Jane Zemel |
But this is what Parc Montsouris really looks like. The quaint quality is overwhelming, and it is a place where I imagine it would difficult to be sad, perhaps even frustratingly so. The park is flanked by apartment buildings—not the picturesque, old buildings you see in the heart of the more touristy areas of the city, but buildings that don’t look too different from what you’d find in some American cities, if not a little smaller and humbler (but can’t that be said of most of Europe in comparison to America?). I don’t know why, but I can’t stop wondering how much these apartments would cost. There are bikes and potted plants on some of the balconies, neither of which is an indication of the class of people that might occupy the building. Why can’t I just sit in the park and laugh at the children making monkey noises as they chase one another, laces from their tennis shoes slapping the pavement, without thinking about real estate? Have I been watching too much HGTV?
Jane Zemel |
I crane my neck and look up at the balconies dotted with bicycles and potted perennials.
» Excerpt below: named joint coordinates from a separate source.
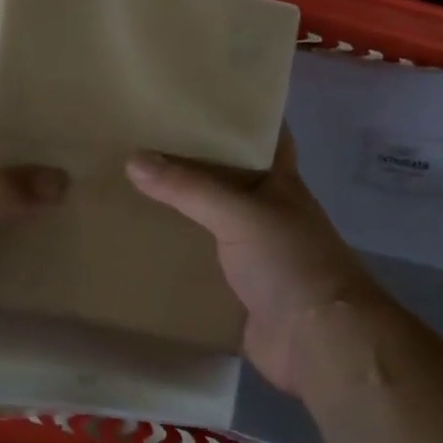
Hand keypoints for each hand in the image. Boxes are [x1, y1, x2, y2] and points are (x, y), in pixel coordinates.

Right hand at [126, 128, 389, 402]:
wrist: (317, 342)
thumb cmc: (290, 262)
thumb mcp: (240, 213)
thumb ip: (188, 187)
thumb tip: (134, 161)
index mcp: (278, 183)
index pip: (260, 137)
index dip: (233, 117)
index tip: (190, 101)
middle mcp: (265, 212)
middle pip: (224, 180)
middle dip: (188, 165)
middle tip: (137, 144)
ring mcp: (251, 252)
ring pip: (207, 223)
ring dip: (176, 213)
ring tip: (125, 190)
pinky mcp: (235, 289)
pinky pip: (198, 265)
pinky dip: (173, 257)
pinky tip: (137, 246)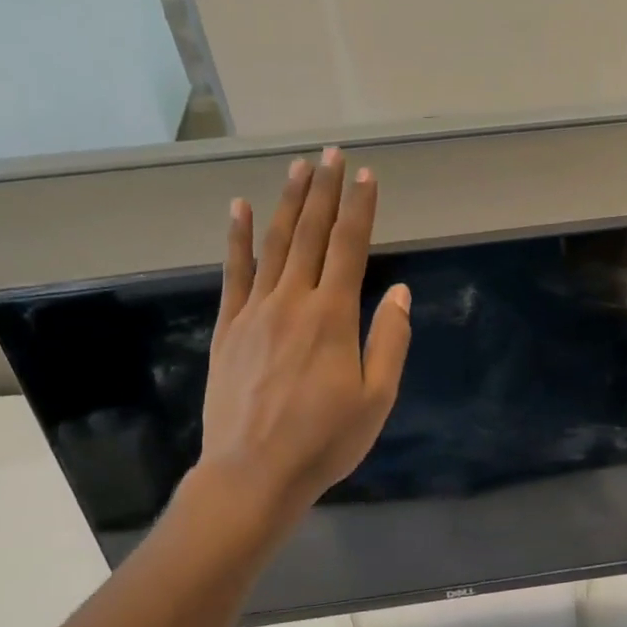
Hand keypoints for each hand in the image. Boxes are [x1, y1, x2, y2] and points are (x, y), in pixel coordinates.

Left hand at [193, 147, 410, 527]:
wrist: (253, 472)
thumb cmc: (324, 441)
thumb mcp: (376, 398)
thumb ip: (389, 341)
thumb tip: (398, 293)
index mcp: (332, 318)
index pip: (349, 249)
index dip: (360, 209)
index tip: (366, 175)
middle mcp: (292, 302)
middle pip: (309, 235)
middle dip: (324, 192)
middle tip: (331, 153)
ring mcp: (254, 312)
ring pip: (272, 245)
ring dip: (286, 202)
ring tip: (298, 167)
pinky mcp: (227, 328)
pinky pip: (232, 273)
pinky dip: (236, 238)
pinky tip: (237, 208)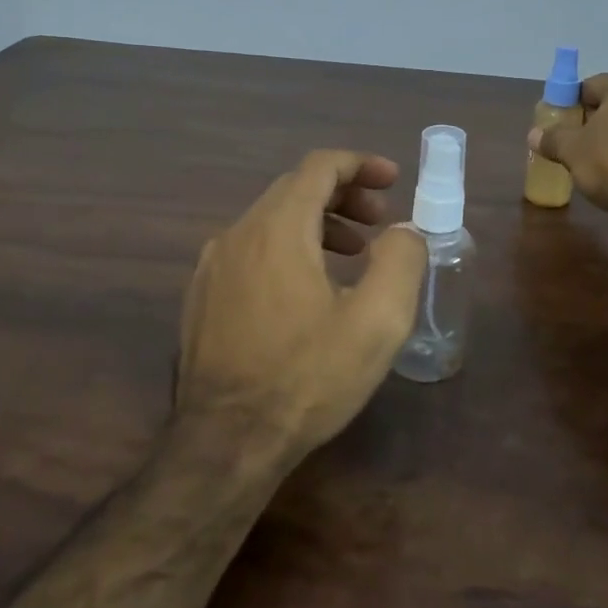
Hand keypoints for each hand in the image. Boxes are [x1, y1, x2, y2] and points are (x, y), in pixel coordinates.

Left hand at [176, 150, 427, 461]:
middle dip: (344, 195)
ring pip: (270, 220)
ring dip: (317, 223)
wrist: (225, 442)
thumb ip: (401, 261)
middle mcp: (238, 233)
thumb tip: (405, 231)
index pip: (319, 166)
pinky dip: (288, 248)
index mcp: (277, 228)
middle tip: (380, 221)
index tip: (393, 180)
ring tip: (353, 254)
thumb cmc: (307, 377)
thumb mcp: (377, 321)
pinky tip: (308, 289)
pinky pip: (251, 250)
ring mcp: (213, 266)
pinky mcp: (202, 296)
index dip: (361, 164)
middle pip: (294, 189)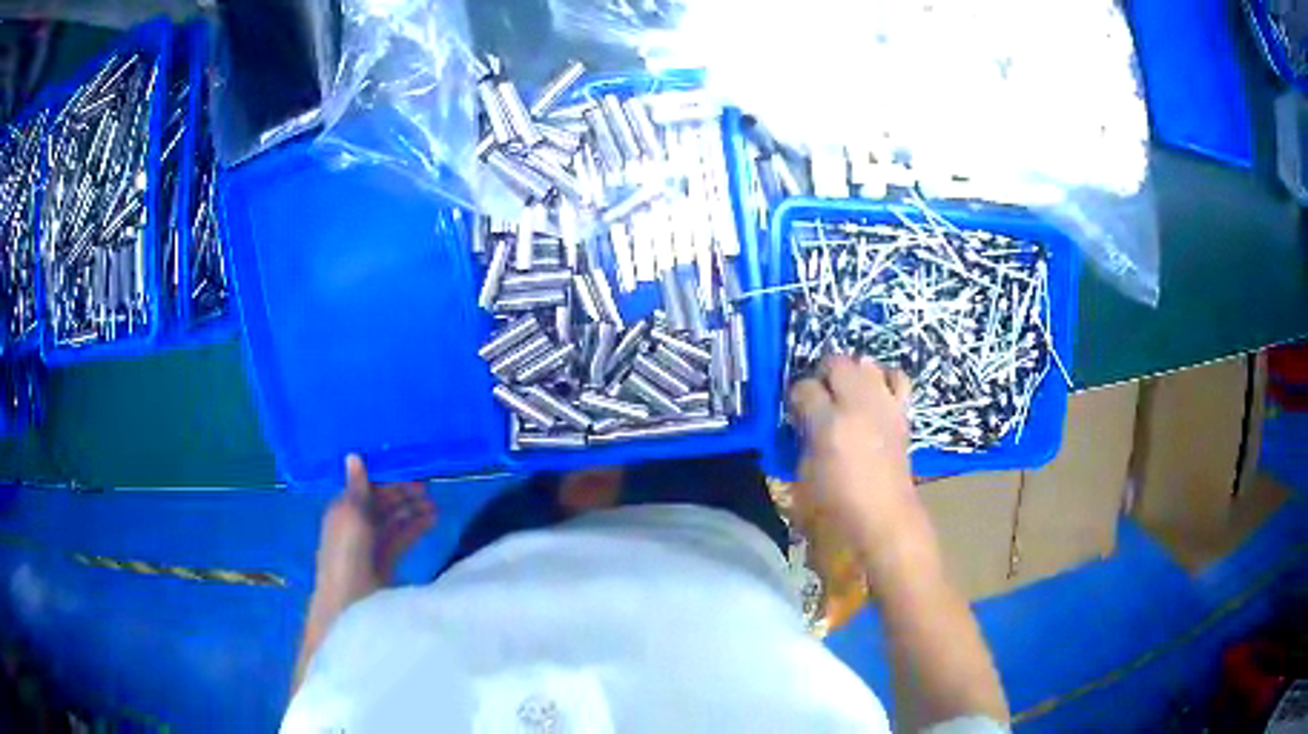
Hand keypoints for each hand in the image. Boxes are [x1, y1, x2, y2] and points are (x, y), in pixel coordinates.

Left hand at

It’s June in Paris, and the weather has been awful until today. All the children run around the park burning off what must be weeks of bottled up, summer-time enthusiasm. Adults and dogs are no exception—cigarettes are smoked with relish, dogs on leashes even seem to have an extra spring in their step, and men and women alike bare torsos and roll up pant legs in the hopes that their winter whiteness slowly disappears in the early summer sun. I’m sitting on a bench listening to the faint sounds of French around me. I only know how to say “I don’t understand” in French, but if I sit here silently and watch, I imagine I might be mistaken for someone who belongs here, someone who could be at home in a place like this. A brunette walking an old basset hound with ears and jowls nearly grazing the sidewalk strolls past me. The girl—not much older or younger than my own 25 years—wears a sleeveless orange, yellow, lime green and electric blue dress. I feel like she couldn’t be better cast for this role. She looks over her shoulder—at me or her dog I can’t be sure—and says something in French. Not wanting to be rude I say “Je ne comprend pas.” She tells me “Oh no! I was talking to my dog,” in confident but accented English. “He always walks more slowly when he knows we’re going home.” I apologize, blush, and do my best to wish her an authentic sounding “au revoir.” I am happy that I’m alone and no one was here to see me assume a message meant for a basset hound was addressed to me.
Jane Zemel |
I walk down the path to the park’s exit—on my right there is a community garden that contains a few rows of vegetables and herbs that are charmingly overgrown, untended, and on the left are the man-made lakes filled with swans bending their necks into great ellipses and cleaning their white feathers with broad, orange beaks. There is a concrete wall just under the surface of the water and when the ducks and swans stand on the wall it looks like they’re walking on water. Still, I can’t take my eyes off the apartment buildings with the park view. Parc Montsouris is so perfect, too perfect, and I want to know what the reality of life in this part of Paris is like. It can’t be a movie, not even if you can see Parc Montsouris from your bedroom, not even if you’re the girl in the with the charming basset hound and the perfect amount of bilingualism and confidence.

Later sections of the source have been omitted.